Soudainement, sa silhouette lui vint à l’esprit. L’illumination de sa journée, voire de sa vie. Mine de rien, elle venait de le revoir en songe.

Elle qui avait toujours été introvertie et secrète sur sa vie privée même avec sa meilleure amie, elle  se souvint s’être permis d’imaginer une vie paisible avec lui. Une maison de campagne tout près de chez ses parents pour pouvoir jardiner tranquillement et tricoter des habits dans la journée pour leurs progénitures.

Complètement absorbée sur son nuage de rêveries aux allures champêtres, son cerveau lui renvoya l’équation.

Cet homme, qui lui écrivait à l’époque de manière quotidienne, pouvait-il avoir le béguin pour elle?
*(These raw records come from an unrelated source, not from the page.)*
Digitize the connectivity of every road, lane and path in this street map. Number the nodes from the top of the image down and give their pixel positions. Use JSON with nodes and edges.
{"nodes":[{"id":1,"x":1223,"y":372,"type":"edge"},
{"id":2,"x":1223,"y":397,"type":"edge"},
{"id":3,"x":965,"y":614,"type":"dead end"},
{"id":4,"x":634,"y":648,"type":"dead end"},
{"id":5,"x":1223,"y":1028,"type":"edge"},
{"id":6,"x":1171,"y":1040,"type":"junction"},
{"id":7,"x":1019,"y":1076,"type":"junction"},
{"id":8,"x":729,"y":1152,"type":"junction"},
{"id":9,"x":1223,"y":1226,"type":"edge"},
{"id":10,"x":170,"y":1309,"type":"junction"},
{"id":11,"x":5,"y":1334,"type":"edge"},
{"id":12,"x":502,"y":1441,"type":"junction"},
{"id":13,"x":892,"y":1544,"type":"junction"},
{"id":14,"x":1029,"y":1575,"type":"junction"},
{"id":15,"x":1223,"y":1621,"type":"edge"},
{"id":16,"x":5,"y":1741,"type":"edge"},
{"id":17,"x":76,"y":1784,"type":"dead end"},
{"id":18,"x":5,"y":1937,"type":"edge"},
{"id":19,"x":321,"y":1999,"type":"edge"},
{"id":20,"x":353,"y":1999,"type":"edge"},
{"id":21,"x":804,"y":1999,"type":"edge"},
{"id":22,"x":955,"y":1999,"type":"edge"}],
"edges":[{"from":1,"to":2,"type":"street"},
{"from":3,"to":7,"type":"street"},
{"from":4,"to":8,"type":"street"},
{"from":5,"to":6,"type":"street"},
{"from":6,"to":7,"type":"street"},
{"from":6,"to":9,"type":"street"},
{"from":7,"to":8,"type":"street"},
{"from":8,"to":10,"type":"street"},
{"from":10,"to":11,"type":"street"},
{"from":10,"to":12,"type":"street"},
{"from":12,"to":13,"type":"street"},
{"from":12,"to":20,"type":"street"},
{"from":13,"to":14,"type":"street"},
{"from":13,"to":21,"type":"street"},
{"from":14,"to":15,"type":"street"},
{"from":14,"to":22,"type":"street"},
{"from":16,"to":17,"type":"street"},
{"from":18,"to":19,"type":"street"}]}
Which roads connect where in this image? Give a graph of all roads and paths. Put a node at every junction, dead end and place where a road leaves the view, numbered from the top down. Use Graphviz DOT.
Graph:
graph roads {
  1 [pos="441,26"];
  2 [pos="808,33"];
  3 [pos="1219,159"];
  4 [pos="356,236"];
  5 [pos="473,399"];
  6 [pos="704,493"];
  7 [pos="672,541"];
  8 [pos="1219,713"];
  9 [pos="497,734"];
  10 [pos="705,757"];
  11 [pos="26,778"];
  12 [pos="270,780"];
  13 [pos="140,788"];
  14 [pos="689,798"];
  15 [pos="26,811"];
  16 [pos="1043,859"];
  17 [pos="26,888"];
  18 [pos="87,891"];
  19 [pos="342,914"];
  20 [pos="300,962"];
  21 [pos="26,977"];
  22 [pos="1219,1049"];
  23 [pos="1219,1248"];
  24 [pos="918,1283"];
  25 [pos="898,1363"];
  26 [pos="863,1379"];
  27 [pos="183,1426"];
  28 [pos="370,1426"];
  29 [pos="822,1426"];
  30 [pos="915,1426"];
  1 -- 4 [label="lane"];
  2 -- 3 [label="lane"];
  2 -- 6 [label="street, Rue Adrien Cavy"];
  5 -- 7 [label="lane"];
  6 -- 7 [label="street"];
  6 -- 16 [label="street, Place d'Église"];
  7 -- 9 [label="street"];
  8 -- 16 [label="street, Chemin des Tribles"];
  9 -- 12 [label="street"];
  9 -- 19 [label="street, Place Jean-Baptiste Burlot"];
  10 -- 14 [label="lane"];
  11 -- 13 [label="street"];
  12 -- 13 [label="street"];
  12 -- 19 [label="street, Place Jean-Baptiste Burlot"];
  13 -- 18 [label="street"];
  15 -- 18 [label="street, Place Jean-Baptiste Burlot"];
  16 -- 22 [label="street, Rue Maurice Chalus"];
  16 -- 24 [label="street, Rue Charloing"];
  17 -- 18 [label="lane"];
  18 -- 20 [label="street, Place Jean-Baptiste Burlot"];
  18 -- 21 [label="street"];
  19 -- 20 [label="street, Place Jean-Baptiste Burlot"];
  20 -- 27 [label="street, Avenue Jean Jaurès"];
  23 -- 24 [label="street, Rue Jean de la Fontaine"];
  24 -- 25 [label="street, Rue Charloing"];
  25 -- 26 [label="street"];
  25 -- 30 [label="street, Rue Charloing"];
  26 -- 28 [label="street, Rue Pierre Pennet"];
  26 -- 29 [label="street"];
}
C’est en passant l’appel à sa très chère amie Florence pour lui raconter ses soupçons qu’elle la traita d’innocente.

Comment avait-t-elle pu passer à côté de ça ? Pour elle, recevoir une lettre faisait partie d’une chose banale. Ils s’échangèrent des lettres durant des mois et puis un jour, tout s’arrêta. Avoir la frénésie de donner et de recevoir de l’attention, de partager des moments et de recevoir les encouragements nécessaires, cela lui a permis de sortir de sa coquille et de s’épanouir, à sa façon.

Elle aimait lui écrire. Un petit moment de douceur dans sa soirée, elle qui étudiait de manière obsessionnelle afin de plaire à ses parents.

Elle se souvint alors d’avoir pris peur. Jamais personne ne s’était intéressée à elle de cette manière. C’était irréel. Croiser cette même personne dans la vie réelle et ne daigner s’échanger un regard… C’est déroutant. Par protection inconsciente, elle décida d’arrêter brusquement le fil de l’histoire. C’est en lisant les dernières phrases de la lettre que les larmes lui montèrent aux yeux. Elle eut une bouffée de regrets envers l’homme qui lui avait donné toute son attention au moment le plus important de sa vie. Elle réalisa alors qu’elle avait enfoui en elle ses sentiments les plus profonds par peur du jugement.

Elle s’en voulait d’avoir voulu plaire aux autres au lieu de se plaire à elle.

Elle s’en voulait de n’avoir osé.

Elle s’en voulait de n’avoir vécu pleinement.

Mais maintenant, elle avait choisi d’attraper l’opportunité de sa vie.

De son crayon à mine, elle céda à sa plus belle plume,

sachant que son temps est provisoire.

Elle décida de sortir de sa brume

et d’avoir le fin mot de leur histoire.